MHP deputy chairman slams planned referendum on secession of northern Iraq's Kurdish region
Turkey has the right to intervene if Iraq’s territorial integrity is disrupted, an opposition lawmaker has told Anadolu Agency.
Mehmet Gunal, deputy chairman of the Nationalist Movement Party (MHP), said this was in accordance with the 1926 Treaty of Ankara.
The treaty was signed between Turkey, the U.K. and Iraq to define the settlement of the frontier between Turkey and Iraq. Turkey signed the agreement on the condition that Iraq's territorial integrity is protected.
In an interview with Anadolu Agency, Gunal said a planned referendum on the independence of northern Iraq's Kurdish region was against international law.
He said Turkey should show the same determination in northern Iraq that it did during Operation Euphrates Shield in northern Syria.
"We should do the same thing for Mosul and Kirkuk, for Bashiqa camp, also in Tal Afar," he said.
Turkey has taken an active role in the global fight against Daesh in both Iraq and Syria. Turkish troops also provide training to local fighters in the town of Bashiqa, northeast of Mosul.
Operation Euphrates Shield began in August last year and concluded in March, under which Turkey aimed to safeguard the lives and property of its citizens.
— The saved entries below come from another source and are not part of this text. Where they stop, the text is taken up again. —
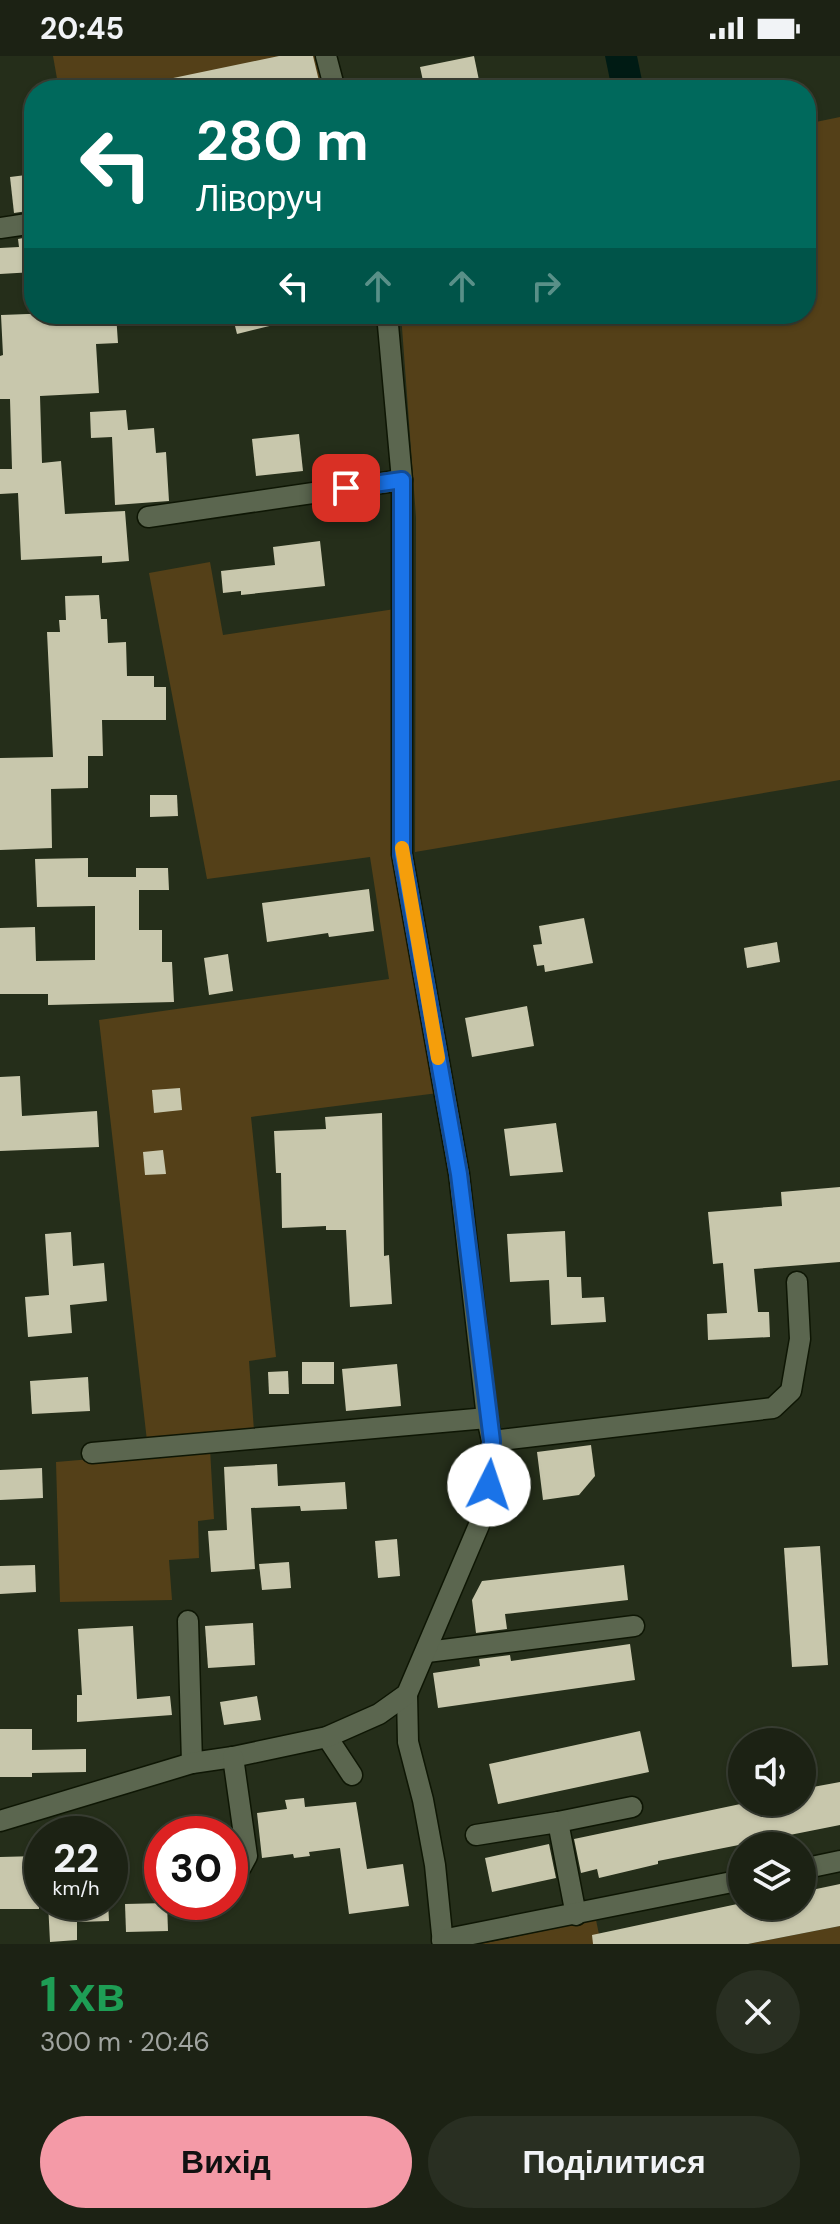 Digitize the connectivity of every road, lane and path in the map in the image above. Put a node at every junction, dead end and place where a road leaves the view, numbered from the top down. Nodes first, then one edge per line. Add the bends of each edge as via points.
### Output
1 (326, 56) edge
2 (332, 80) edge
3 (24, 224) edge
4 (0, 228) edge
5 (388, 324) edge
6 (402, 480) junction
7 (148, 517) dead end
8 (797, 1282) dead end
9 (487, 1418) junction
10 (492, 1441) junction
11 (92, 1453) dead end
12 (188, 1621) dead end
13 (634, 1626) dead end
14 (427, 1652) junction
15 (407, 1694) junction
16 (327, 1737) junction
17 (233, 1757) junction
18 (192, 1763) junction
19 (352, 1775) dead end
20 (632, 1807) dead end
21 (241, 1816) edge
22 (0, 1821) edge
23 (558, 1822) junction
24 (476, 1835) dead end
25 (840, 1861) edge
26 (816, 1866) edge
27 (728, 1883) edge
28 (576, 1915) junction
29 (442, 1942) edge

1 - 2 street
3 - 4 street
5 - 6 street
6 - 7 street
6 - 9 street via 402,854 459,1174
8 - 10 street via 800,1339 791,1391 773,1408
9 - 10 street
9 - 11 street
10 - 14 street via 479,1525
12 - 18 street
13 - 14 street
14 - 15 street
15 - 16 street via 379,1714
15 - 29 street via 408,1742 435,1865
16 - 17 street
16 - 19 street
17 - 18 street
17 - 21 street
18 - 22 street
20 - 23 street
23 - 24 street
23 - 28 street
25 - 26 street
27 - 28 street
28 - 29 street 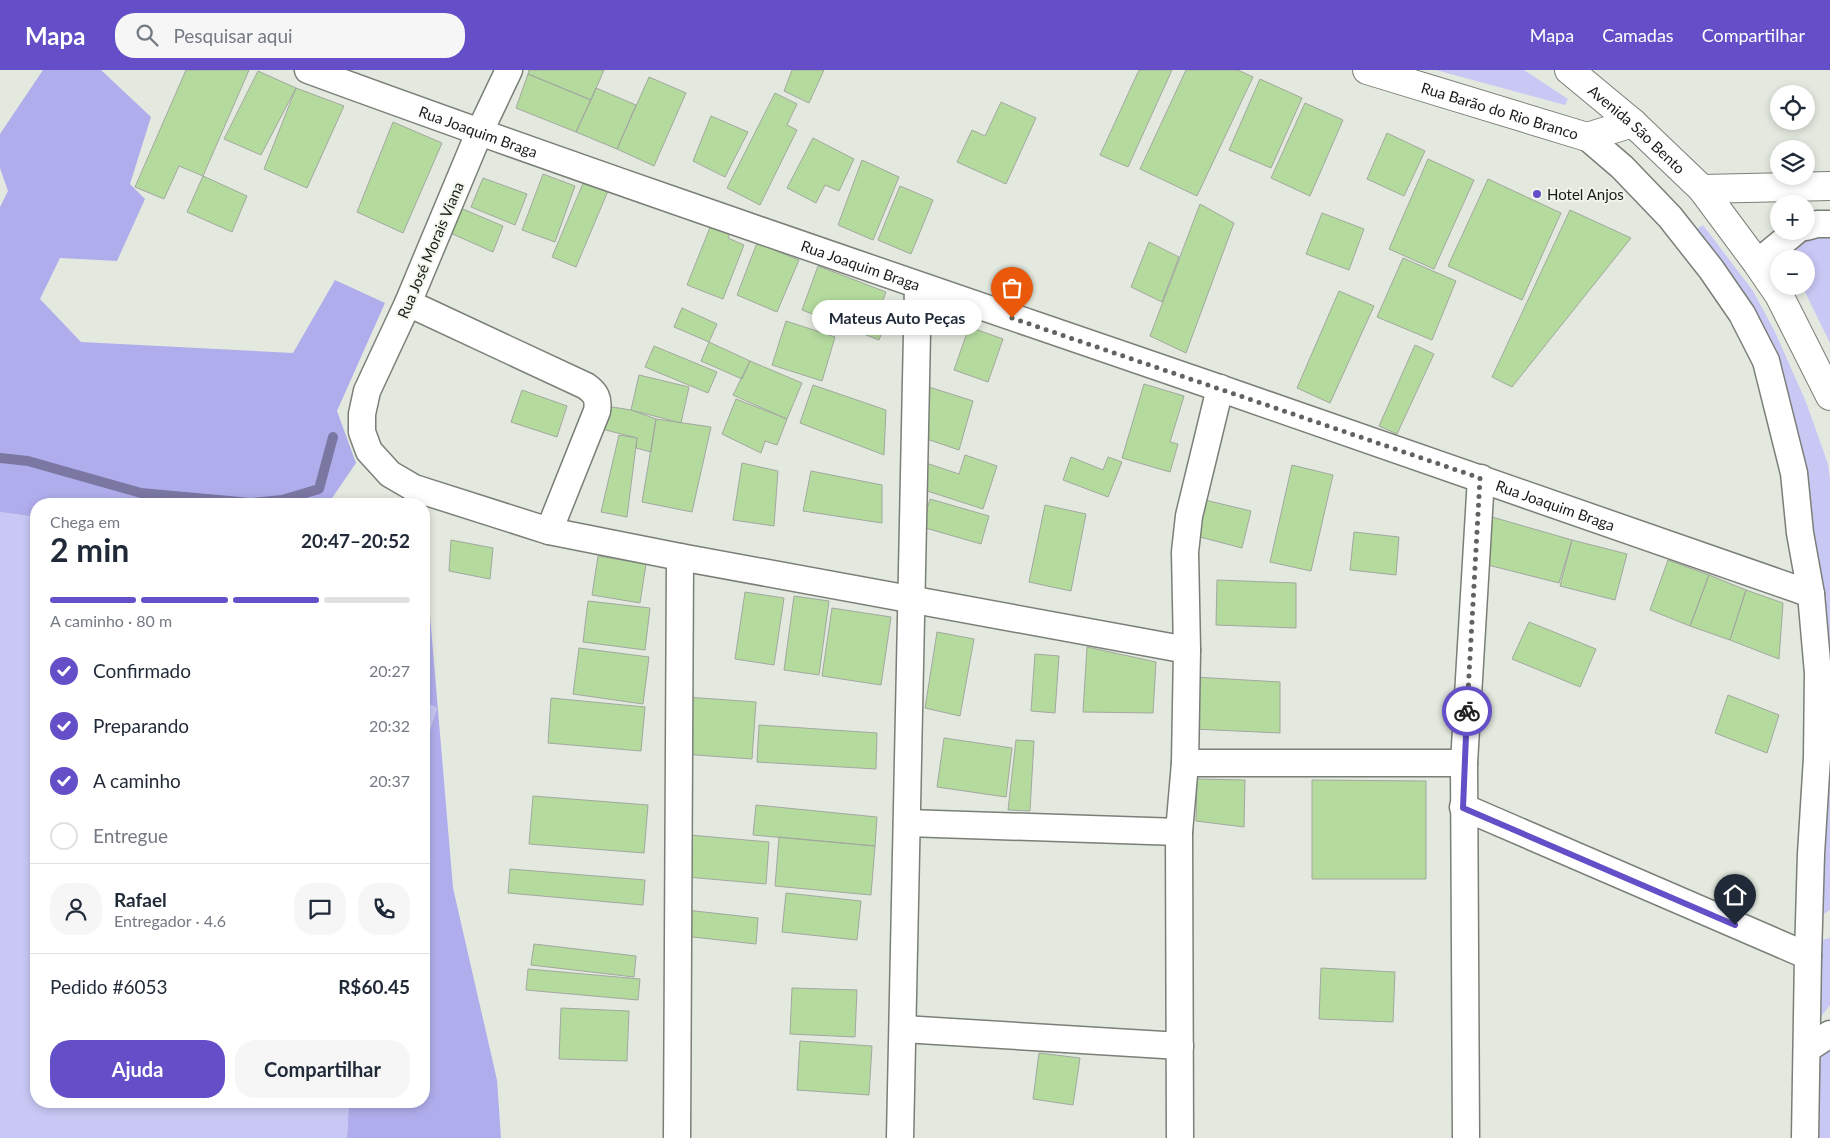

The operation also aimed to improve security, support coalition forces and eliminate the terror threat along the Turkish border.
Gunal said Turkey should also provide security to Turkmen in the region.
Earlier this year, the Iraqi Turkmen Front, a political movement in northern Iraq, strongly opposed a decision by Kirkuk’s provincial council calling for the Kurdish regional flag to be raised alongside Iraq’s national flag over the oil-rich city’s state institutions.
Turkmen also rejected a referendum scheduled to be held on Sept. 25 on whether the northern Kurdish region should formally secede from Iraq.
Gunal said Turkey, a “long-established state” was “an element of equilibrium” in the region.
"Turkey is liable to prevent issues which harm its interests, damage its independence and encourage the division of the country.
“Every operation and struggle for this will be unconditionally supported by the MHP, which also waits for the government to be decisive on these issues," he added.
Turkmen constitute Iraq’s third-largest ethnic group after Arabs and Kurds, with many Turkmen communities concentrated in disputed areas between Baghdad and Iraq’s northern Kurdish region.
While there are no official figures regarding Iraq’s Turkmen population, Turkmen officials put the number at about seven percent of Iraq’s roughly 33 million people.